Transit Note #34

MBTA: Software Model

Andre DeHon

Original Issue: December 1990

Last Updated: Mon Nov 8 17:13:46 EST 1993

Overview

This note describes the basic software model for programming MBTA. The goals of this model are:

  1. To facilitate programming model development and refinement decoupled from the details of a particular machine
  2. Aid in the convergence of model-independent parallel mechanisms
  3. To facilitate parallel hardware-architecture development and evaluation decoupled from a particular programming model
  4. To facilitate decoupled development and evaluation of the components of a hardware architecture
The basic idea and goals described here are not novel. This model-architecture decoupling is a common vision shared by many architecture researchers at MIT, including Tom Knight, Bill Dally, Greg Papadopoulos, and others. MBTA attempts to exemplify this decoupled approach and utilize it to leverage decoupled architectural evaluation.

Basic Model

Figure shows the basic structure of this model. Ideally, the applications programmer can express programs in any of the various parallel programming models. A language/model specific compiler translates his program into a Register-Transfer-Level Language appropriate for expressing parallel computations. The language specific compiler performs any basic optimizations it can in producing the parallel-RTL translation of a program. This parallel-RTL is the common language used for communication among models and hardware architectures. An architecture specific compiler then compiles the parallel-RTL down to a specific hardware architecture and optimizes the program for execution on the specific hardware. For each hardware architecture, emulation support code is used to allow programs to be executed and evaluated on the MBTA hardware.

Programming Models

Ideally, we would like to support all emerging models for expressing parallel computation. However, given how large and disperse the field currently is, supporting every model is impractical. To provide the breadth we intend for studying the requirements of various models, we would like to support at least one or two programming languages within each major model. In the remainder of this section, I consider a few potential candidates to support.

Dataflow

Being at MIT, probably the most accessible dataflow language to support would be ID [Nik88]. Perhaps, we could start from some of the Computational Structures Group's intermediate dataflow graphs and do our translation to a parallel-RTL from those pre-digested forms. Another popular functional/dataflow language to consider would be ML.

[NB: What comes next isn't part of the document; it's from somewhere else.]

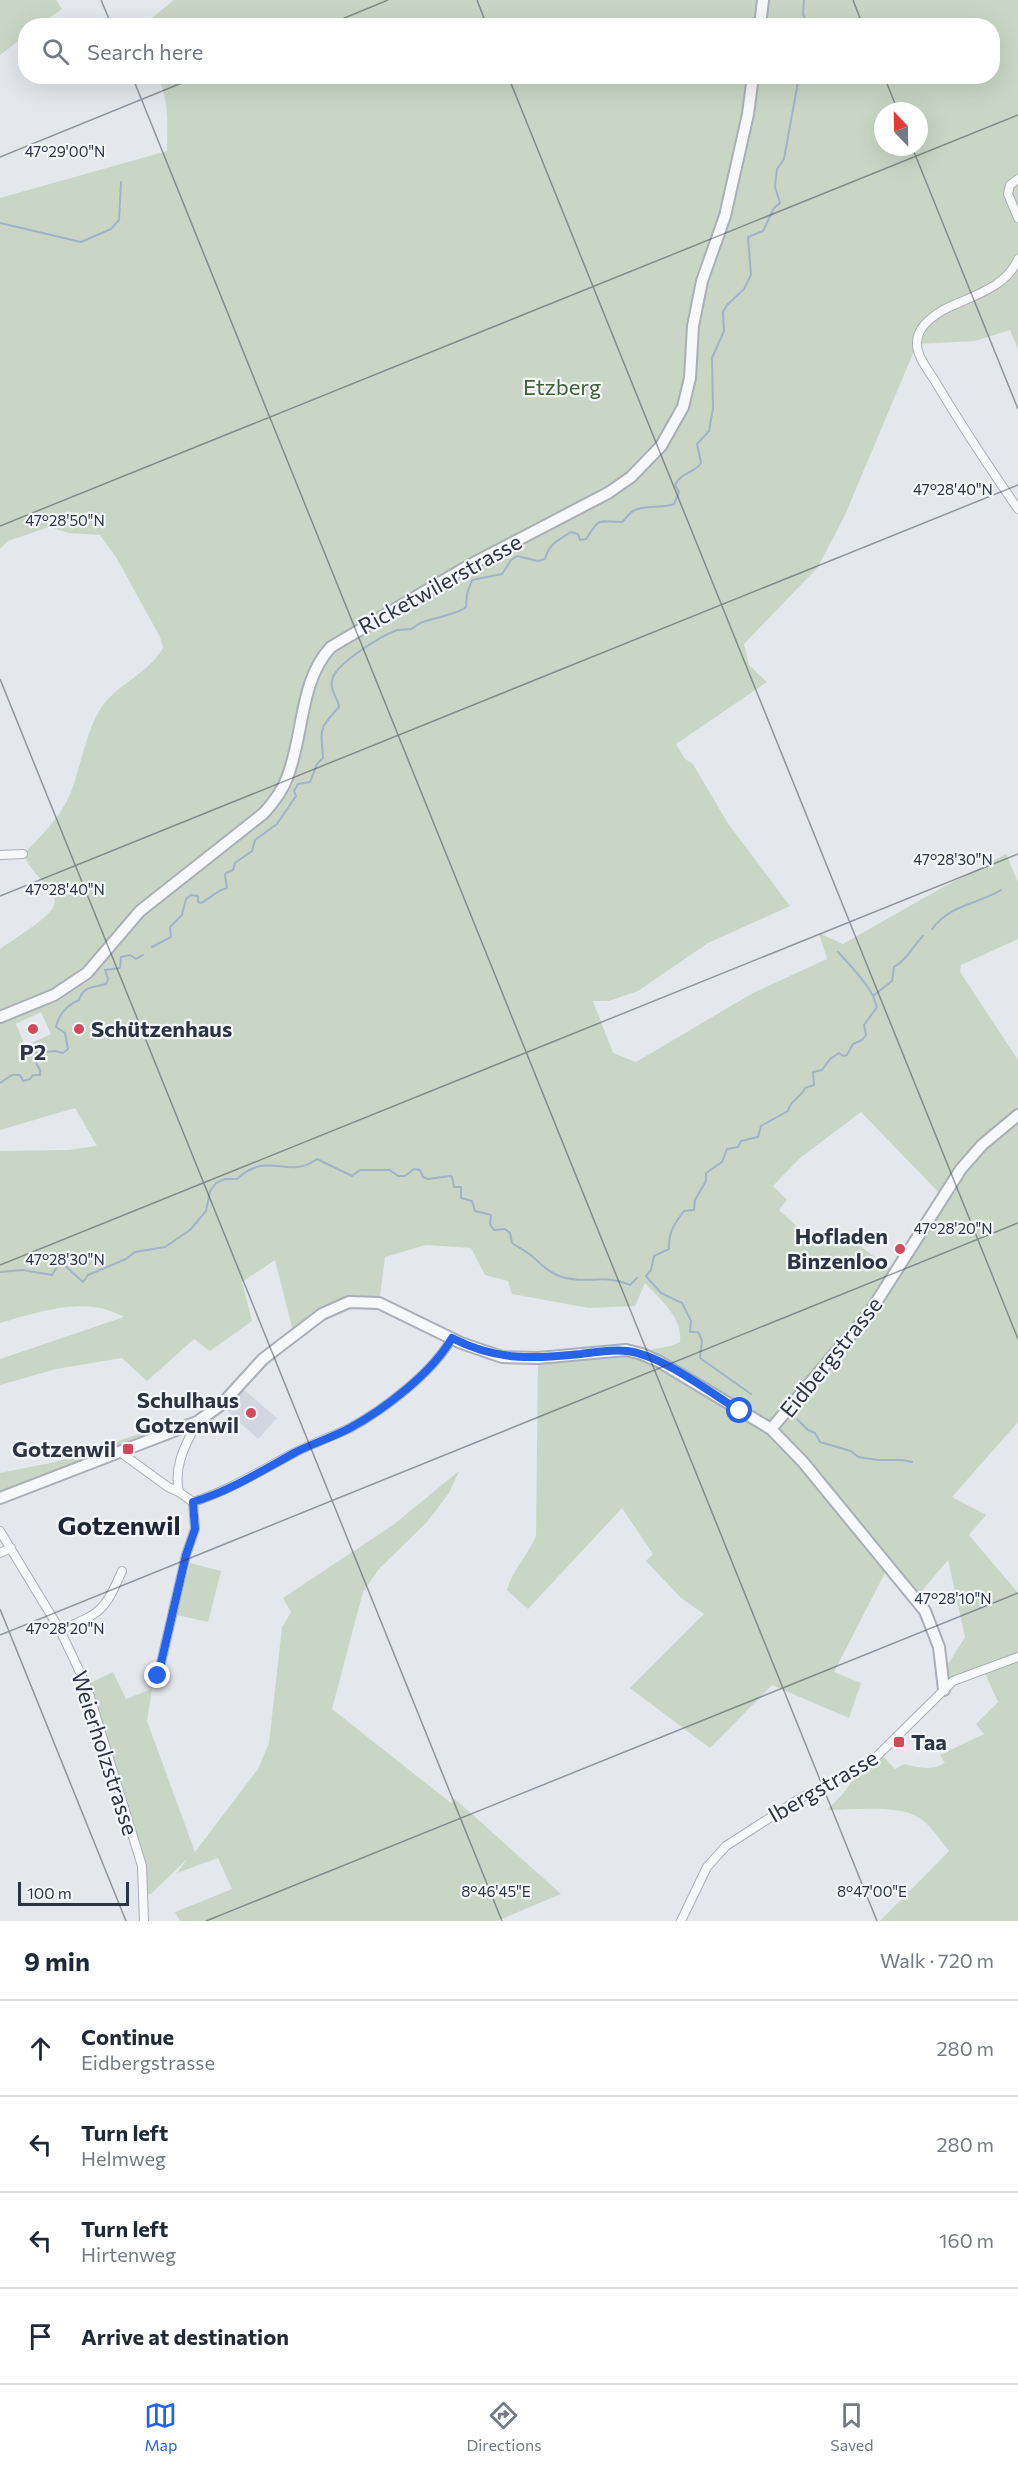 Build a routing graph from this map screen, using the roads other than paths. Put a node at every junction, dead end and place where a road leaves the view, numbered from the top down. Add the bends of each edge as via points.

Concurrent Message Passing

Given the variety of concurrent message passing programming languages existing today, it is much less clear what would be best to support in this genre. One interesting mainstream language to support would be MCC's GNU C++; this would give us access to the code people have written to run on MCC's ES-KIT computers [Smi90]. Other languages to consider would be CVA's Concurrent Aggregates [CD90] [Chi90] or Concurrent SmallTalk [Hor89].

Shared Memory

There is also quite a range of languages and models under the rough category of shared memory. We almost certainly want to support one of the languages extended with futures. The obvious possibility would be Kranz's Mul-T; perhaps the best strategy would be to support translation from Alewife's intermediate form WAIF [Maa90] to our parallel-RTL. Other interesting candidates to support would be Weihl's transaction oriented model and FX-90 [GJS90].

Sequential Languages

Schemes such as Knight's mostly-functional programming language paradigm [Kni86] make it reasonable to support some ordinary sequential languages.

Data Parallelism

Supporting some form of expressing data-level parallelism is a must. Fortran-9x would be one of the obvious candidates to support in this genre.

Other

It would also be nice to support Berlin's partial evaluation paradigm [Ber89] in some form.

Parallel-RTL

Parallel-RTL (PRTL) is intended to serve the same function as a Register Transfer Language serves for sequential languages. That is, the PRTL will be a machine-independent description of the computation that is highly-amenable to direct optimization using current and emerging compiler technology. The PRTL will serve as the generic low-level expression of the computation described by the high-level programming languages. The PRTL may be described in a dataflow graph form broken into basic blocks.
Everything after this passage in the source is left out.